In regards to longevity and subsequent maintenance issues, the Bluejacket's marine plywood monoque hull ("welded" plywood panels into a one piece structure) is sheathed in abrasion resistant Xynole polyester fabric laminated on with waterproof epoxy resin. Consequently, no wood in the hull is in direct contact with the water. The exterior (other than decorative trim) of the rest of the boat will be covered with either epoxy or fiberglass so no wood on the deck or roof structures will come in direct contact with the elements. Bilge areas are coated with three coats of epoxy. Yes, if any of these coverings are breeched, rot could be a consequence. Traditional wooden boat builders may scoff at the use of plywood as well as stitch-and-glue but lack empirical data supporting their opinions which seem to be based solely on failure situations where builder practices not the material was at fault. I expect to have used 35 gallons of epoxy when my boat is finished.
My so called " fiberglass" sailboat has 1/2" plywood between the fiberglass deck surface and interior fiberglass liner. If the bedding on a deck fixture fails, this wood core around the hole could rot. Twice I have removed all deck fittings on my sailboat and rebedded them. The proper approach would be to drill oversized holes and fill with epoxy and after curing drill the proper size hole. This will be done on my Bluejacket to prevent rot around a bolt hole.
Now the payoff for using plywood. Using same weight as a comparison criteria for a given panel foot print, plywood has greater panel strength than fiberglass or steel. The key element in the performance and economy of operation of the Bluejacket is light displacement. My Bluejacket without an engine and tanks empty, will weigh about 2,000 lbs. Looking at fiberglass boats of a similiar beam, length and accomodations, I believe the Bluejacket weighs at least 1,000 lbs less than the fiberglass boat.
If I was considering a large displacement hull for bluewater sailing and expect that sooner or later I will ground on a reef, I want a steel hull. If I want to eliminate rot and corrosion from my vocabulary and want lightweight, I specify exotic fiber materials, and costly construction techniques employing resin infusion, autoclaves, etc. If I want lightweight and durability for an amateur home construction environment, I build a composite boat featuring quality marine plywood.
So...no construction material can claim absolute superiority over other materials for all occasions. It all depends on how the boat will be used and the desired construction environment and budget.
Yup, when running in a displacement mode, the lightweight Bluejacket won't carry her way as well as a heavier boat. But at the gas pump, the Bluejacket and her tow vehicle will prevail. All boat designs are compromises.
Plywood has some insulation qualities thus cabin interiors don't sweat as much as fiberglass.
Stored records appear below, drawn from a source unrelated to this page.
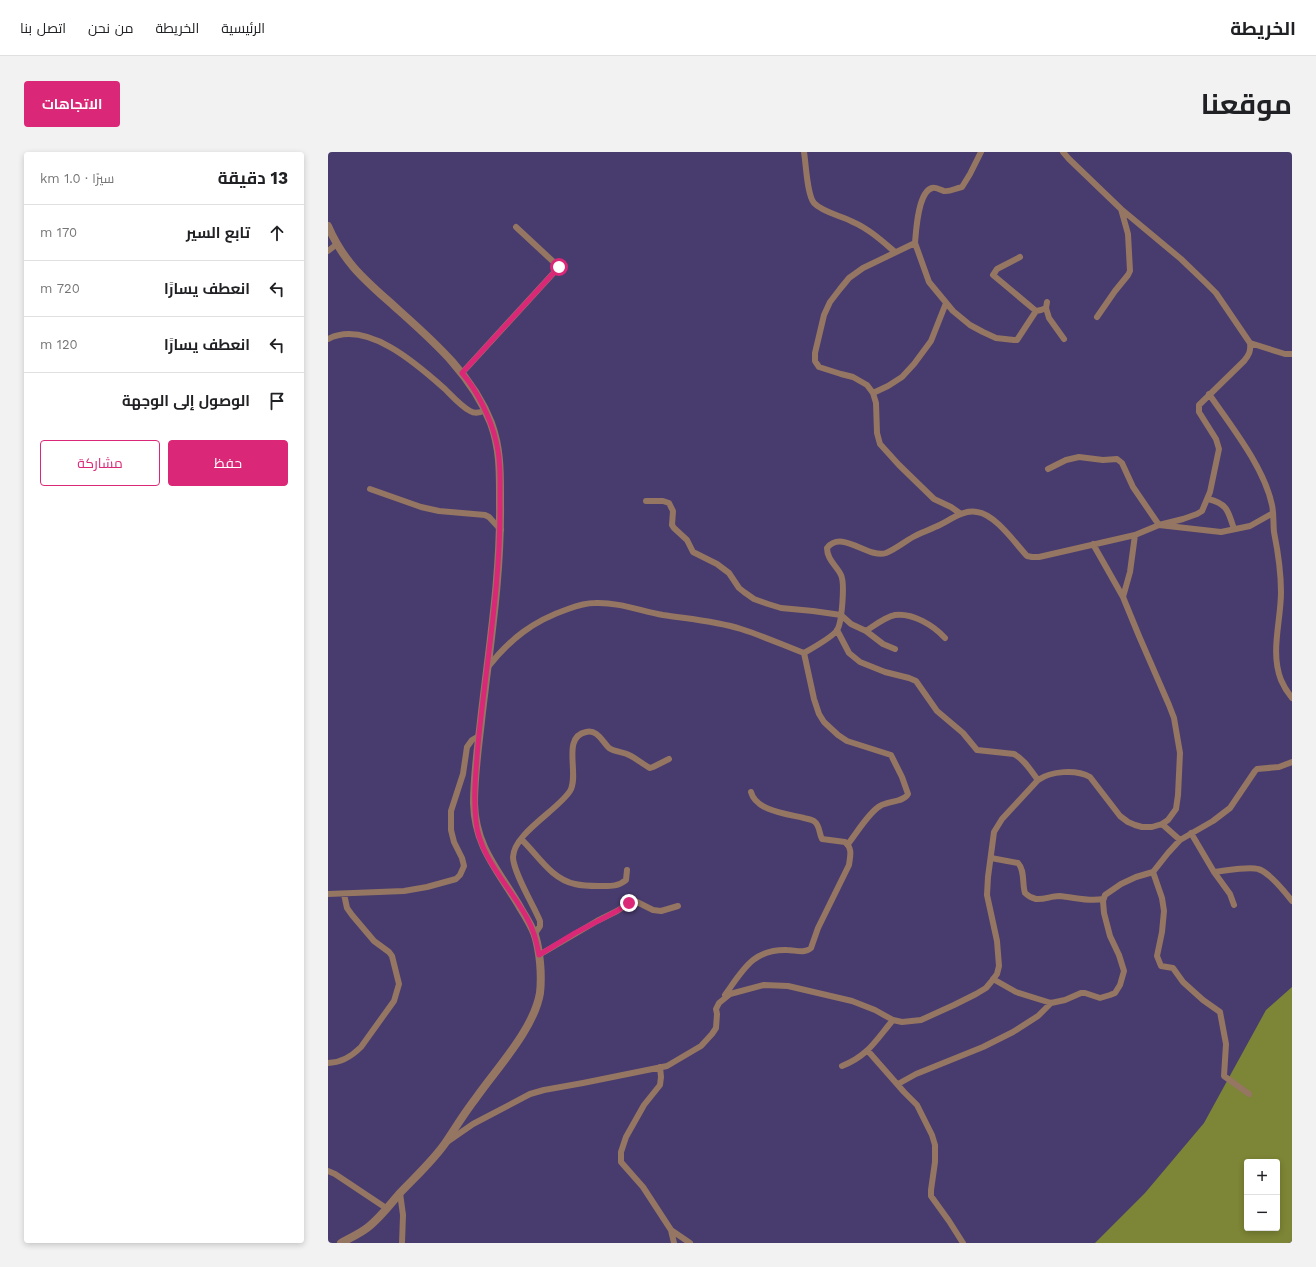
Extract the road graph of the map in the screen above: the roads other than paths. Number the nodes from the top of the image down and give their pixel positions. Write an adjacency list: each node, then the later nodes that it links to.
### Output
1 (804, 152): 10 (street)
2 (981, 152): 7 (street)
3 (1063, 152): 4 (street)
4 (1121, 209): 14 (street); 17 (street)
5 (328, 226): 8 (street)
6 (516, 228): 19 (street)
7 (915, 242): 10 (street); 12 (street)
8 (337, 244): 9 (street); 19 (street)
9 (328, 251)
10 (895, 252): 20 (street)
11 (1020, 257): 13 (street)
12 (946, 303): 13 (street); 20 (street)
13 (1036, 310): 16 (street)
14 (1097, 317)
15 (328, 339): 22 (street)
16 (1064, 339)
17 (1250, 343): 18 (street); 21 (street)
18 (1292, 354)
19 (462, 373): 22 (street)
20 (873, 393): 28 (street)
21 (1209, 394): 25 (street); 27 (street)
22 (485, 410): 31 (street)
23 (1048, 469): 29 (street)
24 (370, 489): 31 (street)
25 (1208, 500): 29 (street); 30 (street)
26 (646, 501): 35 (street)
27 (1273, 512): 30 (street); 42 (street)
28 (961, 514): 33 (street); 35 (street)
29 (1159, 525): 30 (street); 32 (street)
30 (1234, 529)
31 (501, 530): 41 (street)
32 (1135, 535): 33 (street); 34 (street)
33 (1093, 544): 34 (street)
34 (1123, 597): 48 (street)
35 (841, 615): 36 (street); 37 (street)
36 (837, 630): 40 (street); 46 (street)
37 (866, 631): 38 (street); 39 (street)
38 (945, 638)
39 (895, 649)
40 (804, 653): 41 (street); 52 (street)
41 (488, 667): 43 (street)
42 (1292, 698)
43 (479, 736): 58 (street); 63 (street)
44 (669, 759): 50 (street)
45 (1292, 762): 49 (street)
46 (1038, 780): 48 (street); 53 (street)
47 (751, 792): 52 (street)
48 (1162, 824): 51 (street)
49 (1191, 833): 51 (street); 56 (street)
50 (521, 839): 54 (street); 63 (street)
51 (1180, 840): 55 (street)
52 (848, 844): 66 (street)
53 (991, 858): 59 (street); 65 (street)
54 (627, 870)
55 (1153, 872): 59 (street); 74 (street)
56 (1214, 872): 60 (street); 61 (street)
57 (328, 894): 58 (street)
58 (344, 894): 70 (street)
59 (1103, 899): 67 (street)
60 (1292, 901)
61 (1234, 905)
62 (678, 906): 64 (street)
63 (534, 935): 64 (street)
64 (539, 955): 75 (street)
65 (993, 979): 67 (street); 68 (street)
66 (723, 998): 68 (street); 72 (street)
67 (1051, 1003): 73 (street)
68 (893, 1020): 69 (street)
69 (868, 1051): 71 (street); 73 (street)
70 (328, 1063)
71 (842, 1066)
72 (660, 1067): 75 (street); 79 (street)
73 (898, 1084): 84 (street)
74 (1249, 1094)
75 (445, 1143): 77 (street)
76 (328, 1171): 78 (street)
77 (400, 1193): 78 (street); 81 (street)
78 (386, 1208): 80 (street)
79 (671, 1230): 82 (street); 83 (street)
80 (341, 1243)
81 (402, 1243)
82 (674, 1243)
83 (690, 1243)
84 (963, 1243)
Foam core construction in the Bluejacket's foredeck and pilothouse roof will help mitigate surface temperature extremes. Foam flotation under the cockpit and pilothouse soles enhance safety. Based on my experience of crewing on wooden sailboats, I speculate that the Bluejacket may be quieter than a similiar sized fiberglass boat when the hull is bouncing off waves. We shall see.
My Bluejacket has an 8' beam but more importantly in regards to compliance with state specified legal trailer widths, the fender to fender width of my recently purchased aluminum trailer is 8'. This trailer weighs 1180 lbs.
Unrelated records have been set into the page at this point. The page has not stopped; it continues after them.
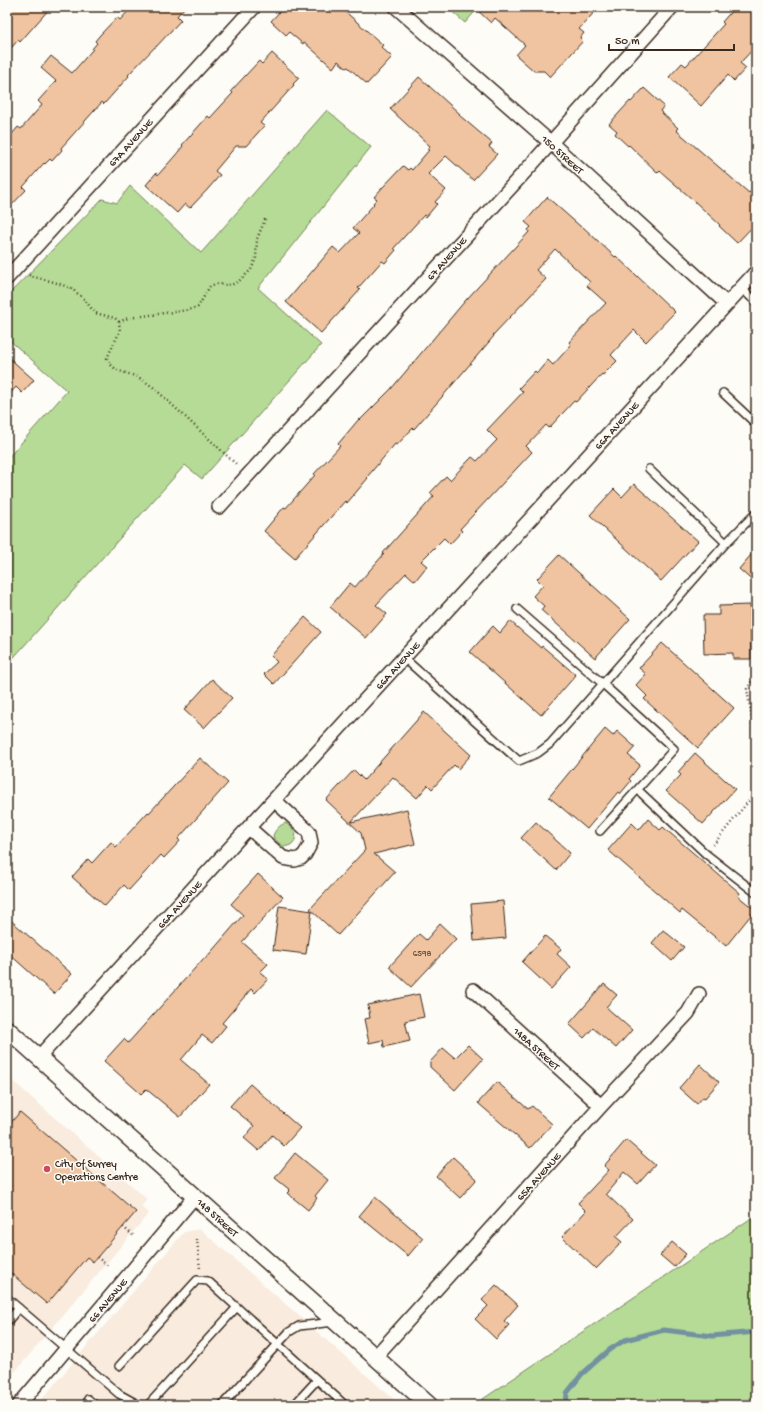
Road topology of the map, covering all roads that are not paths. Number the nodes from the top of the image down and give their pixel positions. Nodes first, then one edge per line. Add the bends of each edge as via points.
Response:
1 (254, 7) edge
2 (396, 7) edge
3 (672, 7) edge
4 (551, 143) junction
5 (756, 272) edge
6 (7, 278) edge
7 (741, 288) junction
8 (756, 302) edge
9 (727, 304) junction
10 (724, 393) dead end
11 (756, 424) edge
12 (650, 469) dead end
13 (218, 507) dead end
14 (756, 513) edge
15 (726, 543) junction
16 (517, 609) dead end
17 (404, 658) junction
18 (603, 684) junction
19 (638, 790) junction
20 (274, 800) junction
21 (248, 828) junction
22 (600, 831) dead end
23 (756, 892) edge
24 (473, 990) dead end
25 (699, 994) dead end
26 (7, 1029) edge
27 (39, 1057) junction
28 (601, 1106) junction
29 (195, 1196) junction
30 (7, 1298) edge
31 (237, 1307) junction
32 (19, 1308) junction
33 (335, 1321) junction
34 (7, 1322) edge
35 (278, 1344) junction
36 (66, 1348) junction
37 (375, 1357) junction
38 (119, 1366) dead end
39 (317, 1380) junction
40 (88, 1399) dead end
41 (18, 1405) edge
42 (95, 1405) edge
43 (139, 1405) edge
44 (148, 1405) edge
45 (222, 1405) edge
46 (294, 1405) edge
47 (345, 1405) edge
48 (429, 1405) edge

1 - 6 street, 67A AVENUE
2 - 4 street, 150 STREET
3 - 4 street, 67 AVENUE
4 - 9 street, 150 STREET
4 - 13 street, 67 AVENUE
5 - 7 street, 66A AVENUE
7 - 8 lane
7 - 9 street, 66A AVENUE
9 - 17 street, 66A AVENUE
10 - 11 lane
12 - 15 lane
14 - 15 lane
15 - 18 lane
16 - 18 lane
17 - 18 lane via 519,761 538,753 550,744
17 - 20 street, 66A AVENUE
18 - 19 lane via 674,749
19 - 22 lane
19 - 23 lane via 706,854
20 - 21 street, 66A AVENUE
20 - 21 street via 309,832 311,844 306,854 295,860 283,858
21 - 27 street, 66A AVENUE
24 - 28 street, 148A STREET
25 - 28 street, 65A AVENUE via 688,1013
26 - 27 street, 148 STREET
27 - 29 street, 148 STREET
28 - 37 street, 65A AVENUE
29 - 33 street, 148 STREET
29 - 36 street, 66 AVENUE
30 - 32 lane
31 - 35 lane
31 - 38 lane via 208,1281 197,1280
31 - 44 lane
32 - 34 lane
32 - 36 lane
33 - 35 lane via 299,1326
33 - 37 street, 148 STREET
35 - 39 lane
35 - 45 lane
36 - 41 street, 66 AVENUE
36 - 43 lane via 119,1394
37 - 48 street, 148 STREET
39 - 46 lane
39 - 47 lane
40 - 42 lane

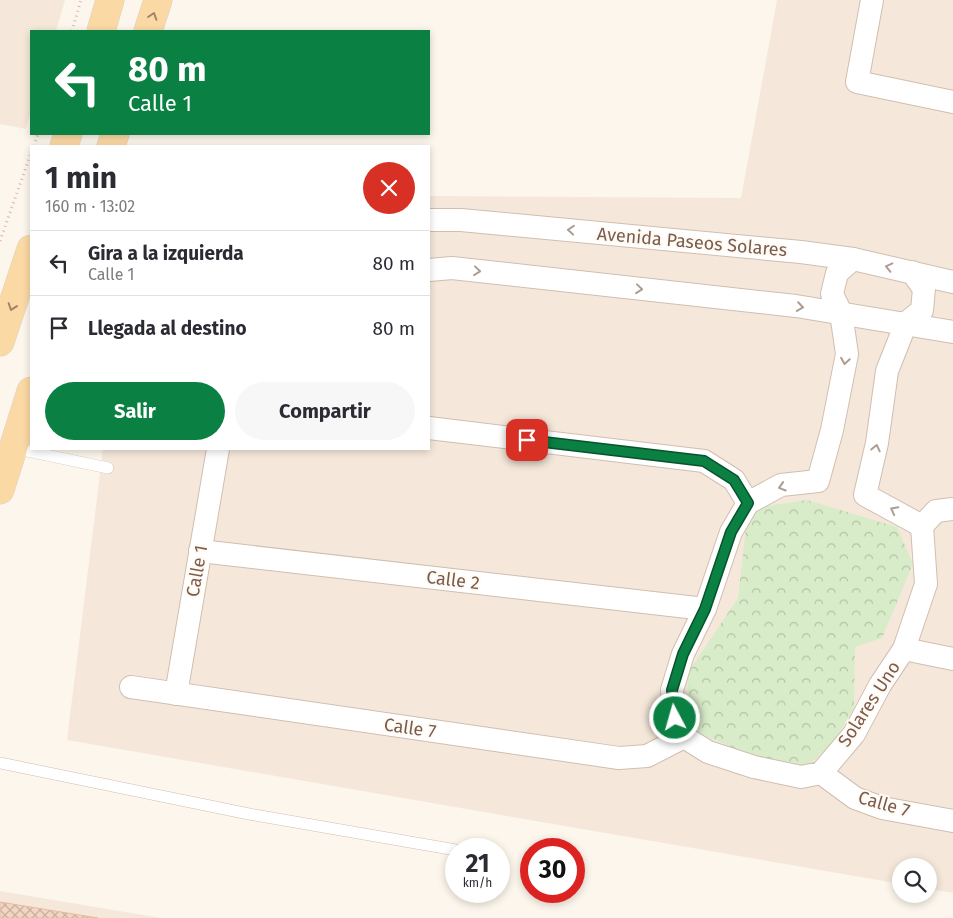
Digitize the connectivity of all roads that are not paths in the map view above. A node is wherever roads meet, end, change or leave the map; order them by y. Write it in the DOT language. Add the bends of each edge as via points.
graph roads {
  1 [pos="110,0"];
  2 [pos="158,0"];
  3 [pos="872,0"];
  4 [pos="100,30"];
  5 [pos="148,30"];
  6 [pos="953,102"];
  7 [pos="430,220"];
  8 [pos="852,258"];
  9 [pos="29,267"];
  10 [pos="430,270"];
  11 [pos="912,272"];
  12 [pos="953,282"];
  13 [pos="841,313"];
  14 [pos="906,323"];
  15 [pos="953,332"];
  16 [pos="0,342"];
  17 [pos="30,394"];
  18 [pos="430,428"];
  19 [pos="13,448"];
  20 [pos="218,450"];
  21 [pos="108,468"];
  22 [pos="0,490"];
  23 [pos="748,503"];
  24 [pos="953,509"];
  25 [pos="922,526"];
  26 [pos="200,551"];
  27 [pos="705,609"];
  28 [pos="904,649"];
  29 [pos="953,659"];
  30 [pos="131,686"];
  31 [pos="176,694"];
  32 [pos="684,737"];
  33 [pos="0,763"];
  34 [pos="821,773"];
  35 [pos="953,821"];
  36 [pos="445,848"];
  1 -- 4 [label="main road"];
  5 -- 2 [label="main road, one-way"];
  3 -- 6 [label="street" via="857,82"];
  8 -- 7 [label="street, Avenida Paseos Solares, one-way" via="481,222"];
  11 -- 8 [label="street, Avenida Paseos Solares, one-way"];
  8 -- 13 [label="street" via="836,273 832,294"];
  9 -- 16 [label="main road, one-way"];
  10 -- 13 [label="street, one-way" via="452,268"];
  11 -- 12 [label="street, Avenida Paseos Solares"];
  11 -- 14 [label="street" via="924,289 922,310"];
  13 -- 14 [label="street"];
  13 -- 23 [label="street, one-way" via="847,354 818,481 781,485"];
  14 -- 15 [label="street"];
  25 -- 14 [label="street, one-way" via="865,495 878,443 887,371"];
  17 -- 19 [label="main road"];
  18 -- 23 [label="street" via="704,461 734,480"];
  19 -- 21 [label="lane"];
  19 -- 22 [label="main road"];
  20 -- 26 [label="street, Calle 1"];
  23 -- 27 [label="street" via="731,532"];
  24 -- 25 [label="street" via="936,511"];
  25 -- 28 [label="street, Solares Uno" via="926,584"];
  26 -- 27 [label="street, Calle 2"];
  26 -- 31 [label="street, Calle 1"];
  27 -- 32 [label="street" via="683,654 672,690 675,718"];
  28 -- 29 [label="street"];
  28 -- 34 [label="street, Solares Uno" via="854,734"];
  30 -- 31 [label="street, Calle 7"];
  31 -- 32 [label="street, Calle 7" via="619,758 647,756"];
  32 -- 34 [label="street" via="708,752 754,766 800,777"];
  33 -- 36 [label="lane" via="249,814"];
  34 -- 35 [label="street, Calle 7" via="855,798 882,808"];
}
I am using high end Joubert British Standard 1088 Okoume marine plywood. I selected Joubert Okoume because of its light weight, cold molding flexibility, splinter free cutting and defect free surfaces. I speculate the cost premium will be recovered in reduced fuel costs. A downside of okoume is that it has less rot resistance than other plywoods. With my manic attention to building tasks such as sealing all plywood edges with epoxy, and quickly addressing any future maintenance needs, I expect no rot issues.
My boat will be powered by a 60-70 hp four stroke outboard. While inboard engines have many advantages, I for one will not miss stuffing boxes, engine mounts, engine alignment, exhaust elbow issues, loss of interior space, etc.. Performance and economy of my boat will be similiar to the proven Bluejacket 24. A Bluejacket 25.5 owner reports 2 1/2 gallons per hour of fuel usage running his boat at 16 knots. Power is a Yamaha 70 four stroke (253 lbs).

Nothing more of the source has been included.